C’est un joli nom, campagnol. Ça respire l’air pur, la verdure, les jolis champs, les petits chemins, les haies, les clairières, les bosquets, les petits ruisseaux… la belle campagne, quoi. Mais le joli nom désigne aussi ce joli petit animal que d’autres prénomment « rat taupier ». Et là, on change de registre. C’est plus la même semoule.
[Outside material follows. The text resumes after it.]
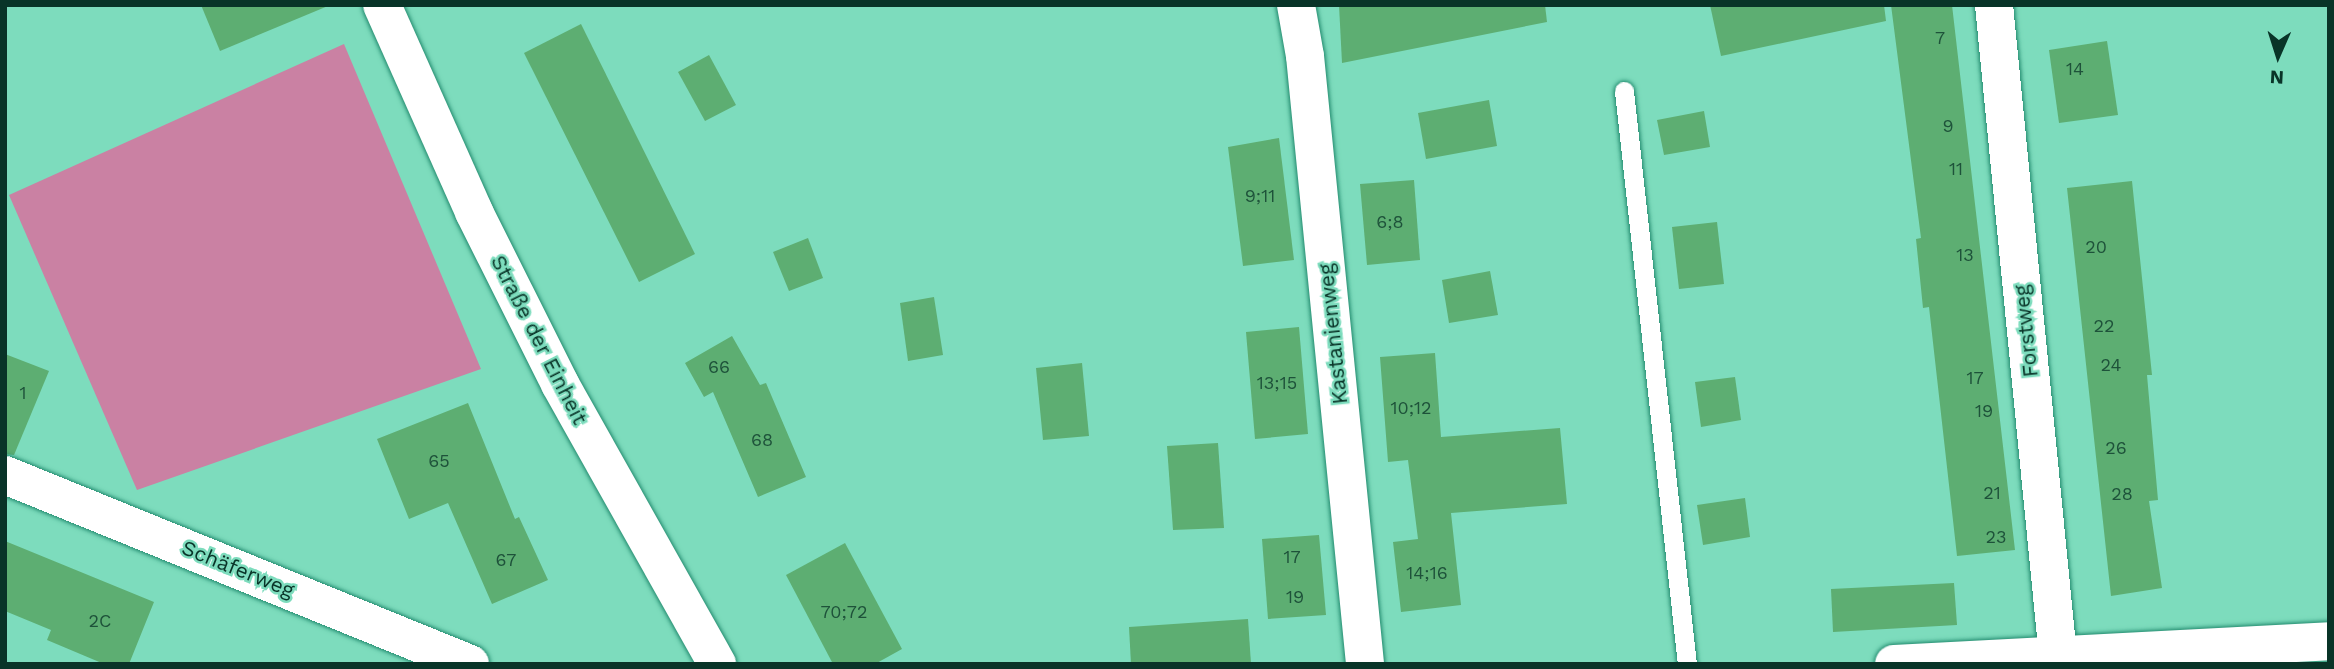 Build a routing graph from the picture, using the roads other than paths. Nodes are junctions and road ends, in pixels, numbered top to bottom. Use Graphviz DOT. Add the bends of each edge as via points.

Selon Wikipédia, pas facile d’identifier clairement le campagnol. « C’est un terme très général… un nom vernaculaire ambigu donné à un grand nombre de rongeurs de la sous famille des Arvicolinae… Il est souvent confondu avec le mulot ou la musaraigne qui n’est même pas un rongeur. » Pour résumer, « les campagnols étaient autrefois englobés dans les termes « rat des champs ». Le même qui, selon Jean de la Fontaine, préférait sa tambouille campagnarde à celle de son cousin de la ville, même servie avec des couverts en argent. Le campagnol donc, si multiple soit-il, est plutôt mignon. Celui dit « des champs », le microtus arvalis, dépasse rarement les 10 cm. Il adore les bulbes, les racines, les céréales et les graines. Sans oublier de faire, chaque fois qu’il le peut, tel un petit Attila, leur fête aux jeunes pousses. Il aime ainsi à prendre ses aises, en colonie, dans les champs d’herbe rase. Quand il pleut ou simplement quand l’envie lui prend, il s’offre volontiers un séjour dans une sorte de ferme auberge. Quelques jours bien à l’abri dans une grange. De préférence dans celle de son environnement la mieux notée dans « Campagnadvisor ». Celle où la graine qu’il casse est goûtue et abondante. Son collègue « terrestre », l’arvicola terrestris, est presque deux fois plus balèze. Pouvant atteindre 22 cm, c’est à lui que l’on attribue le joli nom de « rat taupier ». Simplement du fait qu’il se plaît dans les galeries de la foreuse ayant donné son nom à un joli gris. Galeries qu’il n’hésite pas à rallonger et à garnir de nouvelles « taupinières » campagnolesques.
Plein de petits goinfres
Lui, c’est les vergers et les prairies qu’il colonise. Il y trouve sans trop d’efforts toute la nourriture que son estomac insatiable réclame. D’aucuns affirment que c’est après l’avoir invité au restau que son cousin des villes y est allé de son commentaire resté dans les annales : « Il vaut mieux l’avoir en photo qu’en pension ». Et le diagnostic vaut pour nos deux espèces de campagnols. L’un et l’autre engloutissent en effet jusqu’à deux fois leur poids en végétaux chaque jour. Une sacrée perf que même nos champions de sumo ont du mal à calculer. Même en rêve. Quand on ajoute à sa goinfrerie sa capacité hors norme à se reproduire, on voit immédiatement de quel oeil le fusille le potageur ou le paysan du coin. Celui des champs atteint sa maturité sexuelle à un mois et la femelle peut avoir jusqu’à cinq portées, de trois à dix petits, par an. Le « terrestre » fait encore un peu mieux : cinq à six portées de deux à huit petits. Résumé en quelques chiffres, le constat est brutal : en un an, un seul couple de nos mignons campagnols donne naissance à plus d’une grosse centaines de rejetons ! Tous dotés du même appétit d’ogre. Conclusion imparable du cultivateur : un campagnol, ça va, une colonie, bonjour les dégâts ! Au verger, ils boulottent les collets des jeunes arbres, au potager et dans les champs ils grignotent pommes de terre, poireaux légumineuses et céréales. Petits mais nombreux, les goinfres en herbe peuvent réduire le rendement fourager des prairies de 80 %. Et les dégâts n’épargnent pas vergers, vignes, cultures céréalières, forêts et cultures maraîchères. Moralité : seul ou en colo, le campagnol, c’est toujours mieux en photo. D’autant mieux qu’il est mignon tout plein.